In [24]:
# Loading packages
!pip install nltk

exec(open('utilities_cw.py').read())

# We fix the seeds to get consistent results
SEED = 1111
torch.manual_seed(SEED)
np.random.seed(SEED)
random.seed(SEED)

[nltk_data] Downloading package stopwords to /root/nltk_data...
[nltk_data]   Package stopwords is already up-to-date!
[nltk_data] Downloading package wordnet to /root/nltk_data...
[nltk_data]   Package wordnet is already up-to-date!
one.py is being run directly


In [0]:
from sklearn.model_selection import train_test_split

train_file = 'offenseval-training-v1.tsv'
corpus, labels = parse_dataset_task_b(train_file)

In [0]:
print(len(train_corpus))
print(len(train_labels))


In [0]:
test_file = 'validation.tsv'
test_corpus, test_labels = parse_dataset_task_b(test_file)

In [0]:
corpus += test_corpus
labels += test_labels

In [0]:
train_corpus, valid_corpus, train_labels, valid_labels = train_test_split(corpus, labels, test_size=0, random_state=42)

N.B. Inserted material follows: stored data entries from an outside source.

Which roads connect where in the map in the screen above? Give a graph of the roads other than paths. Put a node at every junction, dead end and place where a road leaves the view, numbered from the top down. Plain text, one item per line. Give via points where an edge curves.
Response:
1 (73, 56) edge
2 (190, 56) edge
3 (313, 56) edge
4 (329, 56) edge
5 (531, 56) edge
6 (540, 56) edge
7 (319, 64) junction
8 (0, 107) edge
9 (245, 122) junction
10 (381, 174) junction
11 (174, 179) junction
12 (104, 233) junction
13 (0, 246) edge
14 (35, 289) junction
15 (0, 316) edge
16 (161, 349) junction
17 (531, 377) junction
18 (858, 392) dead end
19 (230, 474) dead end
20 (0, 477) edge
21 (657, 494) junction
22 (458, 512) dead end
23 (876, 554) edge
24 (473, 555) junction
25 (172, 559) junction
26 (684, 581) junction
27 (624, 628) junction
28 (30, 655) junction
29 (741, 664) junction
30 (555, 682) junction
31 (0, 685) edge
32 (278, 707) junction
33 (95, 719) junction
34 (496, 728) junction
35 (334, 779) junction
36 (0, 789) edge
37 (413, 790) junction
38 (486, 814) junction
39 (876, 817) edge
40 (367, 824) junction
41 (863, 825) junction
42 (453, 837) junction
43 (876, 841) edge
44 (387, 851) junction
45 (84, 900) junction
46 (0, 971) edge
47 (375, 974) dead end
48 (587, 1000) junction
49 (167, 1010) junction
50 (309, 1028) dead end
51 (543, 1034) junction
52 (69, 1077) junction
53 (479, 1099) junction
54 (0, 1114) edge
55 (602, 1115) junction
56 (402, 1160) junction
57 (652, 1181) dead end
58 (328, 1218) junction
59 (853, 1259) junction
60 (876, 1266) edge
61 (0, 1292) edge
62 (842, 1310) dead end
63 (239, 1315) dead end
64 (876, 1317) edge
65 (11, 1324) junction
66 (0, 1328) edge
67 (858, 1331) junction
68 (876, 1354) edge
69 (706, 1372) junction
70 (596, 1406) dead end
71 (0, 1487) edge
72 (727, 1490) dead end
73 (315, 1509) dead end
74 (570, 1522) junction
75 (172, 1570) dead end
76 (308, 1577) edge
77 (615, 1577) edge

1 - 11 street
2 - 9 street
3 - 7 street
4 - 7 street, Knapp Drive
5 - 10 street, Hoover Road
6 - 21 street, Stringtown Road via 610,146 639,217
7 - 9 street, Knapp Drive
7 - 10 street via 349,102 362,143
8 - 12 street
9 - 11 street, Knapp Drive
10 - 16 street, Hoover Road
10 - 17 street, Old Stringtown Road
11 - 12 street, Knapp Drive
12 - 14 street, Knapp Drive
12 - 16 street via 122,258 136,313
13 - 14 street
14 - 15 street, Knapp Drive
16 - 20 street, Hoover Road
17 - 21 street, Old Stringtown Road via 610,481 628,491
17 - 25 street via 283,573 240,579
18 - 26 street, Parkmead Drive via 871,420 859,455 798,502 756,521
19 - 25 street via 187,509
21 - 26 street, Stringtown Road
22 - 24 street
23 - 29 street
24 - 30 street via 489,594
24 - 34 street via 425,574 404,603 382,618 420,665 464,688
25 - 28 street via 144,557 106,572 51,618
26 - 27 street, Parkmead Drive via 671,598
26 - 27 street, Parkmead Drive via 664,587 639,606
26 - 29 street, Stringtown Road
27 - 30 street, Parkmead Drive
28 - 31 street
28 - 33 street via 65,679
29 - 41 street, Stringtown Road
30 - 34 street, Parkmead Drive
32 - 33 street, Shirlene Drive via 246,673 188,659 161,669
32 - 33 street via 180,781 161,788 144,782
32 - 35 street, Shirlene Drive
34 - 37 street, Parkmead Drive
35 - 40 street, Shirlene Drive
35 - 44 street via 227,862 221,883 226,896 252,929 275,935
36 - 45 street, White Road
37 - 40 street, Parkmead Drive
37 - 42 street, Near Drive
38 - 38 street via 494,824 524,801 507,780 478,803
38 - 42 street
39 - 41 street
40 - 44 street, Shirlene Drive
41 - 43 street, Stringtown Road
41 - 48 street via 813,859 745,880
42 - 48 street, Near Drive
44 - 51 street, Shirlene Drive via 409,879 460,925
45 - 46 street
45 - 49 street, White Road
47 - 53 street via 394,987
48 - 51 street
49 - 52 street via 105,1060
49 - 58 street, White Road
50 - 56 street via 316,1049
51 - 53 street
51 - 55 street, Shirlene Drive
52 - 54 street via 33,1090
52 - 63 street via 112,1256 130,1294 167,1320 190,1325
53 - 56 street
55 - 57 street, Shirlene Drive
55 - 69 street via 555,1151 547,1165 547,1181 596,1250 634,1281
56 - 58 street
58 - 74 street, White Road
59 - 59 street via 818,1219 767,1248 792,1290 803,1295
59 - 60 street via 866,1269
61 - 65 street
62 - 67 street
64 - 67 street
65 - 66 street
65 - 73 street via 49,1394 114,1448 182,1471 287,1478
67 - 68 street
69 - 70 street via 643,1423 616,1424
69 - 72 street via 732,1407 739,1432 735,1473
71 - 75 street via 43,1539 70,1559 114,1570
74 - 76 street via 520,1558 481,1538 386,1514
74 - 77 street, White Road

# train_corpus, train_labels = augment_untargeted(train_corpus, train_labels, 1600)
# valid_corpus, valid_labels = augment_untargeted(valid_corpus, valid_labels, 900)
    
print(train_corpus)
print(train_labels)

print(len(train_corpus))
print(len(train_labels))

In [0]:
tokenize_f = tokenize_stemming

In [0]:
tokenized_train_corpus = tokenize_f(train_corpus)
print(len(tokenized_train_corpus))

In [0]:
vocabulary = get_vocabulary(tokenized_train_corpus)
print(vocabulary)
print(len(vocabulary))

In [0]:
word2idx = get_word2idx(tokenized_train_corpus, vocabulary)
print(len(word2idx))

In [0]:
idx2word = get_idx2word(vocabulary)
print(len(idx2word))

In [0]:
sentences_lengths = [len(sentence) for sentence in tokenized_train_corpus]
max_len = np.max(np.array(sentences_lengths))

train_sentences_tensor, train_labels_tensor = parse_input(tokenized_train_corpus, word2idx, train_labels, max_len)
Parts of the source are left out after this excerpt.